Cennetül Mualla Neresidir?

Cennetül Mualla neresidir? Cennetül Mualla'nın İslam tarihindeki önemi nedir? Osmanlı devrinde Cennetül Mualla'da nasıl yapılar inşa edilmiştir? Cennetül Mualla hakkında kısaca bilgiler...

Câhiliye döneminden bugüne kadar Mekke mezarlığı olan ve Harem-i Şerifin yaklaşık 2 km. kuzeyinde Mescid-i Cin yakınında bulunan bu yer, İslâm öncesinde ve ilk devir İslâm tarihlerinde Hacûn diye geçmektedir.

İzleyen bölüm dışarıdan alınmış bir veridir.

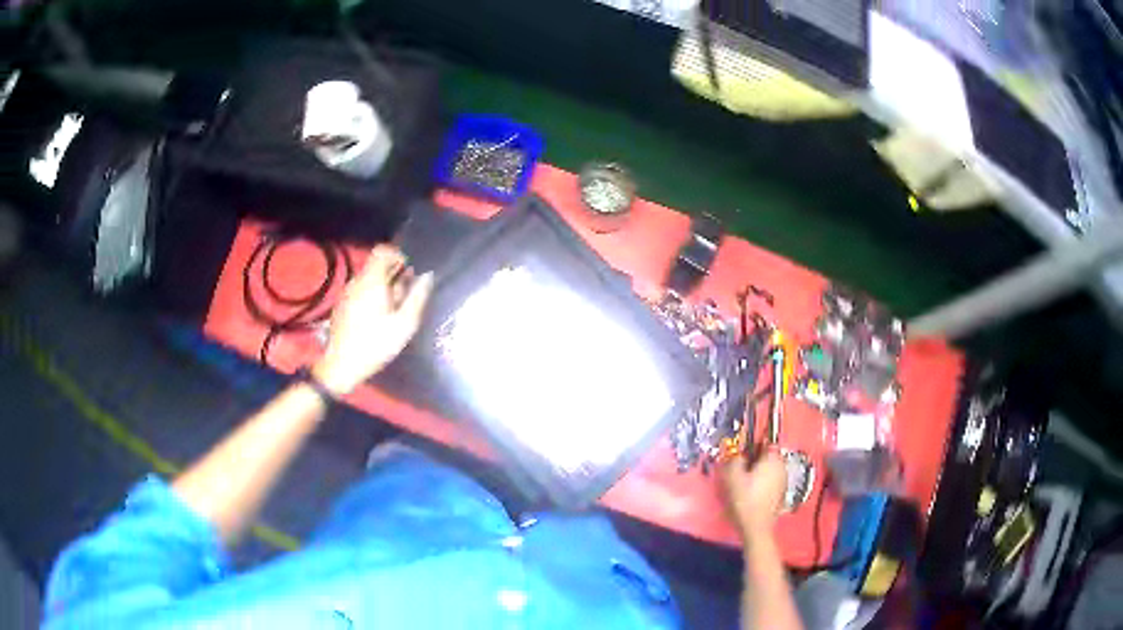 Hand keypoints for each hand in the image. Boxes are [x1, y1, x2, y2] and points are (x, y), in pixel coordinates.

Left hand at [312, 246, 433, 395]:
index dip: (398, 255)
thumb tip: (427, 276)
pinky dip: (371, 296)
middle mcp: (357, 282)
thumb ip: (417, 297)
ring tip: (394, 309)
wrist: (342, 365)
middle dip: (393, 275)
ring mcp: (346, 293)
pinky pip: (360, 291)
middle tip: (406, 294)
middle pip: (376, 266)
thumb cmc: (376, 344)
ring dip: (383, 287)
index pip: (382, 251)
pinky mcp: (341, 305)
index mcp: (372, 281)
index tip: (409, 271)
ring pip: (368, 279)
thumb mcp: (404, 324)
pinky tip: (378, 317)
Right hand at [720, 448, 787, 537]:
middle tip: (742, 469)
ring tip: (746, 482)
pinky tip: (753, 494)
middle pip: (769, 457)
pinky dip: (764, 484)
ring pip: (771, 470)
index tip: (744, 453)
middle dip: (757, 460)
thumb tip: (737, 454)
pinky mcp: (781, 495)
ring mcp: (783, 482)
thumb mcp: (732, 477)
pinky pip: (772, 483)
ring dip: (760, 473)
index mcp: (773, 459)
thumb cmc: (745, 500)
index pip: (767, 442)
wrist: (756, 526)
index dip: (754, 445)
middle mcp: (782, 468)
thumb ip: (734, 460) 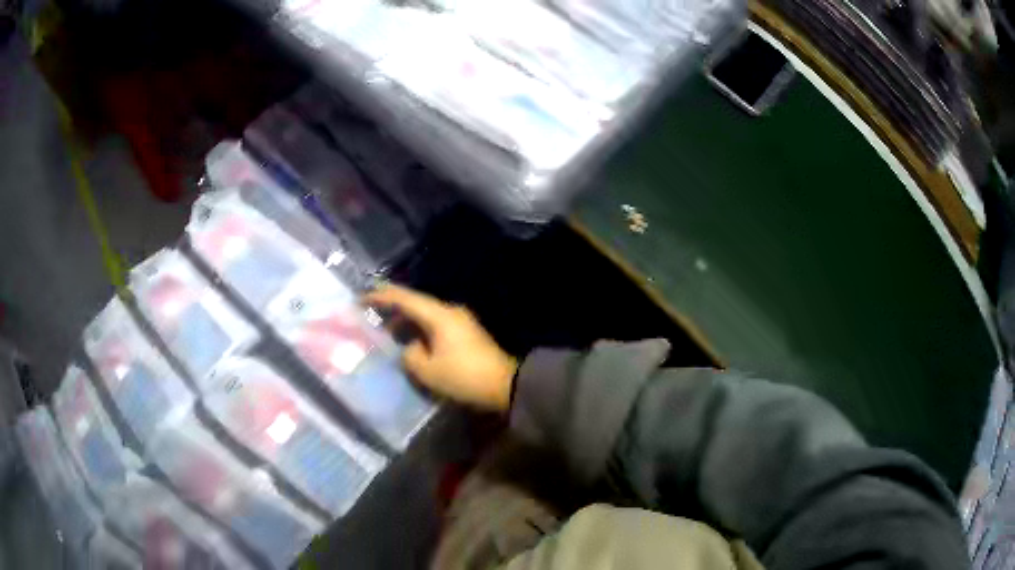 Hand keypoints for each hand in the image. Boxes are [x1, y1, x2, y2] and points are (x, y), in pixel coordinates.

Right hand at [365, 284, 517, 411]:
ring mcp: (460, 320)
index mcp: (439, 315)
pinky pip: (436, 325)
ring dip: (406, 321)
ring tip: (387, 332)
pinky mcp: (466, 332)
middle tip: (370, 315)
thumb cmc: (464, 377)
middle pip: (415, 303)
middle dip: (392, 308)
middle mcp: (450, 311)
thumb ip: (410, 355)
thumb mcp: (428, 371)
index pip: (404, 298)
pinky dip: (420, 330)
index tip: (361, 298)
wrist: (505, 385)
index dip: (381, 296)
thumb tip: (411, 347)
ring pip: (425, 315)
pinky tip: (410, 342) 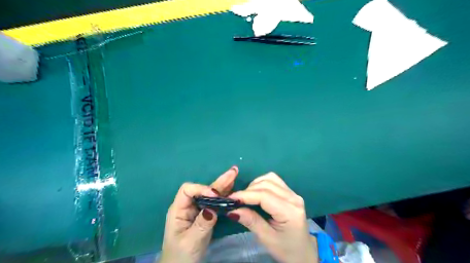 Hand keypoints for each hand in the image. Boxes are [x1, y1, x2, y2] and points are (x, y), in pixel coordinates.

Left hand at [160, 167, 238, 262]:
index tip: (215, 195)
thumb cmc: (180, 255)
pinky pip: (216, 202)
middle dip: (218, 181)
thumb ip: (201, 224)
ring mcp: (198, 210)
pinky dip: (225, 195)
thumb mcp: (190, 241)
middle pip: (203, 189)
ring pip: (211, 194)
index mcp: (179, 209)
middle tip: (233, 172)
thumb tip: (213, 209)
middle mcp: (189, 206)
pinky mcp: (206, 215)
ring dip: (224, 185)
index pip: (188, 190)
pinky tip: (232, 188)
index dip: (202, 189)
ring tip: (235, 174)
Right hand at [229, 171, 318, 262]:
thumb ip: (251, 221)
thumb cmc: (286, 249)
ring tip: (246, 197)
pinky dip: (262, 183)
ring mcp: (293, 193)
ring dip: (255, 185)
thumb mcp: (267, 238)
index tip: (230, 198)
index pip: (264, 195)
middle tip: (236, 200)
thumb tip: (233, 210)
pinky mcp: (291, 193)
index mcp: (290, 211)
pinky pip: (274, 181)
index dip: (246, 195)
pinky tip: (256, 193)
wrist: (304, 252)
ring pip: (270, 178)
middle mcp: (294, 198)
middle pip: (267, 184)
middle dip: (248, 190) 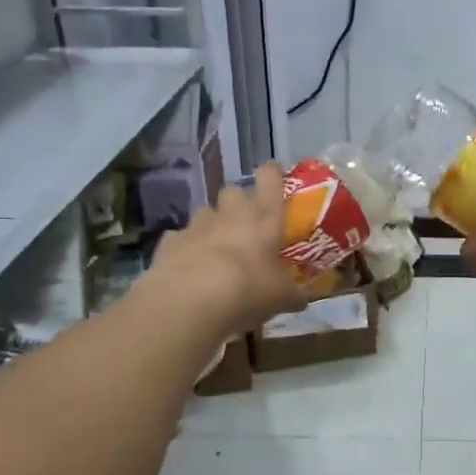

Mekke'nin yukarı kesiminde bulunan bu yer zamanla Ma’lât adıyla anılmaya başlanmış; mezarlık da Makberetü’l-ma'lât adıyla meşhur olmuştur. Muhtemelen Ma'lât kelimesinin bazan sonundaki "tâ" harfinin düşülerek yazılması sebebiyle Türkçe kaynaklarda Muallâ imlasıyla kaydedilmiş ve Resûl-i Ekrem -sallâllâhu aleyhi ve sellem-’in Mekke kabristanını göstererek, "Bu kabristan ne güzeldir!" demesi (Müsned, I, 367; Fâkihî, IV, 50), Hz. Hatice -radıyallâhu anhâ-’nın burada medfun bulunması, ayrıca Medine'deki Bakı' Mezarlığı'nın Türkler arasında "CennetüT-Baki”’ olarak anılmasından dolayı Mekke’deki bu mezarlığa da "Cennetü’l-Muallâ” denilmiş olmalıdır.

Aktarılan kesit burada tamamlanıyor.